Doc Newman deixou de sorrir-se. Bebeu um copo de uísque e olhando distraidamente para o fundo vazio, perguntou com a maior gravidade:
—Porque vais fazer isso, Lou?
— E indispensável!
—Tens, certamente, motivos muito sérios, pelo visto.
— Assim é.
Newman olhou para o seu amigo com um ar carrancudo e concentrado.
— Então vou dizer-te uma coisa, Lou. Convenço-me de que o que pretendes fazer não passa de uma autêntica idiotice.
Os lábios de Twerlin, descerraram-se num frio sorriso.
— Talvez
... — Trata-se de uma vingança, não?
— E possível...
— Queres vingar-te de Bart Lockwood?... Newman agitou a cabeça num gesto de reprovação. — E um péssimo inimigo, rapaz. E um tipo perigoso e influente. Um osso muito duro de roer, acredita!
Lou Twerlin fechou os olhos por um momento. As suas mãos crisparam-se sob a toalha.
— Conheço muito bem a espécie de inimigo que vou ter pela frente — disse, como falando consigo mesmo. — Não foi positivamente em vão que fui, durante muitos anos, o seu homem de confiança. Pagava bem; Lockwood pagou sempre bem os serviços de um bom pistoleiro. Estava instalado na sua própria residência. Vivia como um rei... — a voz converteu-se num murmúrio. — Dezenas de vezes paguei eu tudo aquilo, movimentando com mortal rapidez a minha mão, antecipando-me aqueles que pretendiam agredir o meu «venerável» patrão!
Newman sorriu-se sarcasticamente.
— Se Lockwood te pagou, ficaste quites e em paz, ou não?
Lou Twerlin riu-se, por sua vez.
— Ah, sim! Em paz!... Sim, talvez tivéssemos ficado em paz se esse maldito bastardo me não tivesse abandonado e virado as costas, precisamente quando eu mais necessitava da sua ajuda.
— De que te queixas, afinal? Isso é o que acontece sempre a quem trabalha para gente da espécie desse tal Lockwood. Arrisca-se mil vezes a pele, até que se acaba por se não ser preciso seja para o que for.

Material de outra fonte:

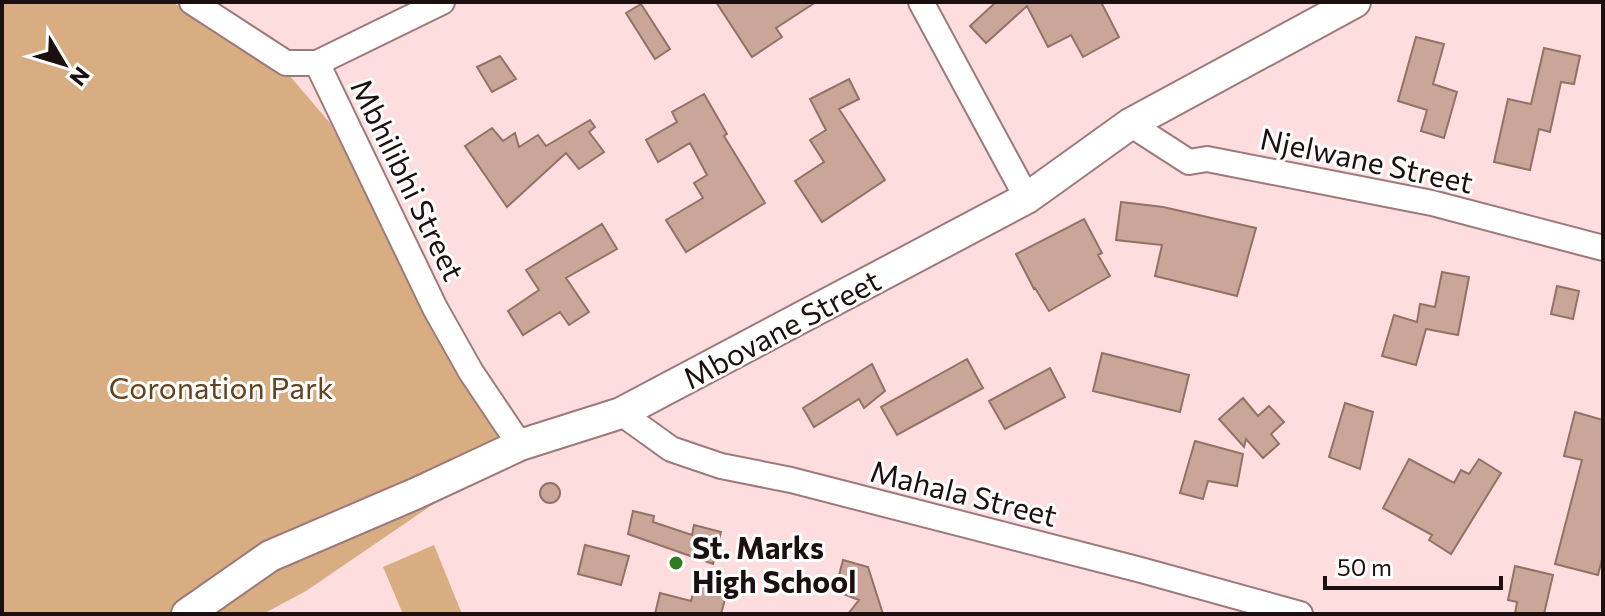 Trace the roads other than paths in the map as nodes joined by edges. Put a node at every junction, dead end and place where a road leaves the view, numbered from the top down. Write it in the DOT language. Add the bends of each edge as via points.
graph roads {
  1 [pos="192,2"];
  2 [pos="442,2"];
  3 [pos="921,2"];
  4 [pos="1355,2"];
  5 [pos="317,63"];
  6 [pos="1130,124"];
  7 [pos="1027,198"];
  8 [pos="1602,243"];
  9 [pos="621,413"];
  10 [pos="520,445"];
  11 [pos="187,614"];
  12 [pos="1300,614"];
  1 -- 5 [label="street, Mbhilibhi Street" via="286,63"];
  2 -- 5 [label="street"];
  3 -- 7 [label="street"];
  4 -- 6 [label="street, Mbovane Street"];
  5 -- 10 [label="street, Mbhilibhi Street" via="435,308"];
  6 -- 7 [label="street, Mbovane Street"];
  6 -- 8 [label="street, Njelwane Street" via="1189,162 1207,159 1432,203"];
  7 -- 9 [label="street, Mbovane Street"];
  9 -- 10 [label="street, Mbovane Street"];
  9 -- 12 [label="street, Mahala Street" via="671,449 721,466"];
  10 -- 11 [label="street, Mbovane Street" via="270,556"];
} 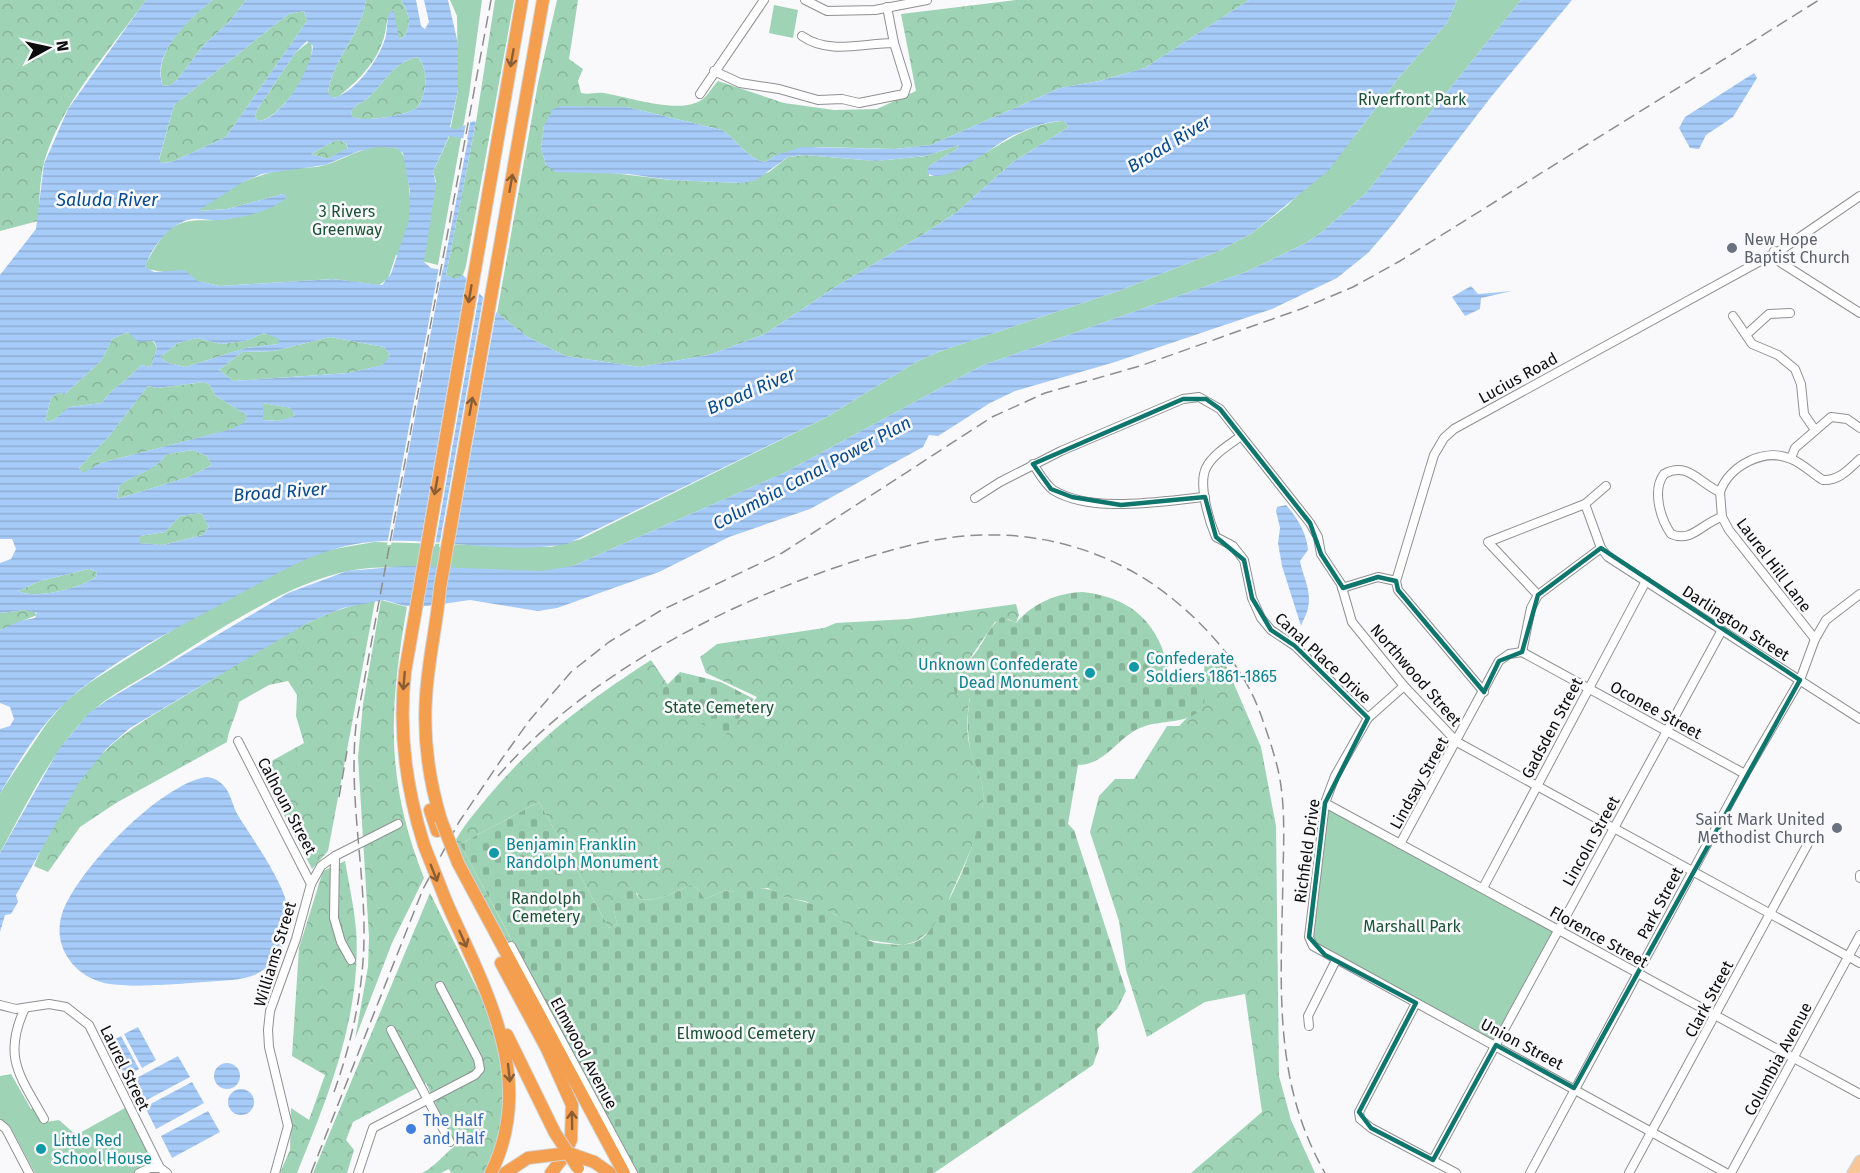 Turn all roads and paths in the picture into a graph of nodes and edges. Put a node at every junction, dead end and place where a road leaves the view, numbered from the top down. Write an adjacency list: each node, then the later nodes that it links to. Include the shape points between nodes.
1 (522, 0): 69 (highway, one-way to 69, bridge, via 403,683 402,743 409,793 424,845)
2 (543, 0): 55 (highway, one-way to 2, bridge, via 439,826 429,769 425,726 427,681 434,620)
3 (764, 0): 9 (street)
4 (805, 0): 6 (street, via 826,11)
5 (927, 0): 6 (street)
6 (887, 7): 8 (street)
7 (802, 36): 8 (street, via 829,47)
8 (894, 43): 9 (street, via 907,85 904,94 879,101 818,100 740,83)
9 (714, 71): 10 (street)
10 (700, 94)
11 (1860, 196): 12 (street, Lucius Road)
12 (1774, 251): 14 (street, via 1780,261); 30 (street, Lucius Road, via 1454,429 1434,455)
13 (1790, 313): 16 (street, via 1769,314)
14 (1860, 313)
15 (1734, 316): 16 (street)
16 (1747, 334): 18 (street, via 1757,347 1778,354 1795,369 1804,414)
17 (1860, 428): 18 (street, via 1847,419 1832,417)
18 (1815, 430): 20 (street, via 1795,448)
19 (1241, 436): 22 (street, Northwood Street, via 1214,404 1199,397 1190,398 1099,433); 25 (street, Canal Place Drive, via 1206,467); 32 (street, Northwood Street, via 1310,523 1321,554)
20 (1791, 458): 21 (street, via 1823,480 1839,477); 24 (street, via 1769,456 1744,463 1727,477)
21 (1860, 459)
22 (1033, 464): 25 (street, via 1051,489 1072,497 1120,505); 26 (street, Northwood Street)
23 (1606, 486): 27 (street)
24 (1720, 492): 28 (street, Laurel Hill Lane); 28 (street, via 1704,486 1682,469 1664,474 1658,488 1661,511 1671,534 1690,537)
25 (1205, 497): 42 (street, Canal Place Drive, via 1216,537 1233,546 1244,560 1252,598 1261,618)
26 (975, 498)
27 (1585, 504): 29 (street); 34 (street, via 1488,542)
28 (1722, 517): 36 (street, Laurel Hill Lane)
29 (1601, 548): 31 (street, Darlington Street, via 1608,557); 34 (street)
30 (1396, 581): 32 (street, via 1378,577); 41 (street, via 1398,590)
31 (1646, 581): 35 (street, Darlington Street); 40 (street, Gadsden Street)
32 (1342, 588): 39 (street, Northwood Street, via 1352,622)
33 (1860, 594): 36 (street, Park Street, via 1826,620)
34 (1538, 595): 37 (street, via 1531,608)
35 (1722, 630): 38 (street, Darlington Street); 44 (street, Lincoln Street)
36 (1815, 639): 38 (street, Park Street)
37 (1522, 652): 40 (street, Oconee Street); 41 (street, Lindsay Street, via 1509,654 1499,662)
38 (1800, 680): 43 (street, Darlington Street); 47 (street, Park Street)
39 (1404, 686): 42 (street, Richfield Drive); 46 (street, Northwood Street)
40 (1588, 688): 44 (street, Oconee Street); 48 (street, Gadsden Street)
41 (1484, 692): 46 (street, Lindsay Street)
42 (1368, 718): 49 (street, Richfield Drive, via 1335,776)
43 (1860, 719)
44 (1666, 731): 47 (street, Oconee Street); 51 (street, Lincoln Street)
45 (238, 741): 57 (street, Calhoun Street)
46 (1457, 742): 48 (street, Northwood Street); 53 (street, Lindsay Street)
47 (1745, 774): 56 (street, Park Street)
48 (1536, 785): 51 (street, Northwood Street); 58 (street, Gadsden Street)
49 (1325, 803): 53 (street, Florence Street); 62 (street, Richfield Drive)
50 (398, 824): 54 (street, Williams Street)
51 (1614, 828): 56 (street, Northwood Street); 60 (street, Lincoln Street)
52 (1811, 838): 59 (street, Clark Street)
53 (1400, 844): 58 (street, Florence Street)
54 (335, 856): 57 (street, Williams Street, via 321,866); 65 (street, Calhoun Street, via 334,918)
55 (455, 867): 96 (highway, one-way to 55, via 570,1140 570,1097); 98 (highway)
56 (1692, 871): 59 (street, Northwood Street); 68 (street, Park Street)
57 (311, 884): 92 (street, Williams Street, via 270,1011 269,1047 288,1126)
58 (1483, 888): 60 (street, Florence Street)
59 (1770, 915): 64 (street, Northwood Street); 74 (street, Clark Street)
60 (1558, 931): 68 (street, Florence Street); 77 (street, Lincoln Street)
61 (1860, 935): 64 (street, Columbia Avenue)
62 (1309, 937): 66 (street, Union Street, via 1312,946)
63 (511, 946): 99 (street, Elmwood Avenue)
64 (1848, 957): 67 (street, Northwood Street); 78 (street, Columbia Avenue)
65 (351, 960)
66 (1336, 960): 71 (street, Union Street); 75 (street, via 1308,1016)
67 (1860, 963)
68 (1638, 974): 74 (street, Florence Street); 79 (street, Park Street)
69 (479, 978): 89 (highway, bridge, via 555,1133); 94 (highway, one-way to 94, via 506,1050 510,1077 507,1125)
70 (440, 986): 81 (street, via 479,1064 475,1075)
71 (1416, 1003): 77 (street, Union Street); 86 (street, via 1359,1112 1360,1119 1371,1128)
72 (0, 1005): 73 (street, Laurel Street)
73 (25, 1008): 82 (street, via 15,1035 16,1069); 88 (street, Laurel Street, via 49,1004 66,1007 89,1026)
74 (1715, 1017): 78 (street, Florence Street); 84 (street, Clark Street)
75 (1309, 1026)
76 (391, 1030): 81 (street)
77 (1496, 1045): 79 (street, Union Street); 86 (street, Lincoln Street)
78 (1794, 1059): 80 (street, Florence Street); 104 (street, Columbia Avenue)
79 (1574, 1088): 84 (street, Union Street); 101 (street, Park Street)
80 (1860, 1094)
81 (428, 1099): 85 (street); 93 (street, via 373,1128)
82 (44, 1119)
83 (0, 1124): 90 (street)
84 (1653, 1131): 102 (street, Clark Street); 103 (street, Union Street)
85 (450, 1142)
86 (1433, 1160): 100 (street)
87 (1860, 1161): 105 (main road)
88 (164, 1170): 91 (street, via 150,1168)
89 (580, 1171)
90 (29, 1173)
91 (139, 1173)
92 (275, 1173)
93 (358, 1173)
94 (491, 1173)
95 (505, 1173): 97 (highway, bridge, via 528,1158 569,1153)
96 (551, 1173)
97 (610, 1173)
98 (624, 1173)
99 (633, 1173)
100 (1456, 1173)
101 (1530, 1173)
102 (1629, 1173)
103 (1726, 1173)
104 (1731, 1173)
105 (1853, 1173)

Twerlin passou a mão pelo queixo.
—E muito possível que seja esse o costume... Mas, comigo, não será assim! — e descarregou um violento murro sobre a mesa. — Chamo-me Lou Twerlin, o pistoleiro mais temido em todo o sul do Arizona, e não é sem mais nem menos que um homem como eu se põe de parte, como uma coisa inútil.
Doc Newman riu com satisfação.
— Plenamente de acordo, Lou. Continuas a ser o mesmo tipo melindroso de sempre. Com mil... Não quero dizer que não tenhas razão, rapaz. Sim... porque não hás-de tu ajustar as contas com o «venerável» senhor Lockwood?
Twerlin pestanejou...
— Posso, então, contar contigo? Pões os homens à minha disposição?...
— Claro que podes. Podes contar comigo para tudo... Absolutamente.
Doc Newman ria-se agora com mais entusiasmo. Sentia-se feliz. Gostava de tudo o que fosse vingança e ainda mais dos homens capazes de as levar por diante. Lou Twerlin era inegavelmente o homem mais vingativo e mais capaz de levar avante a sua ideia, entre todos os que até ali tinha conhecido.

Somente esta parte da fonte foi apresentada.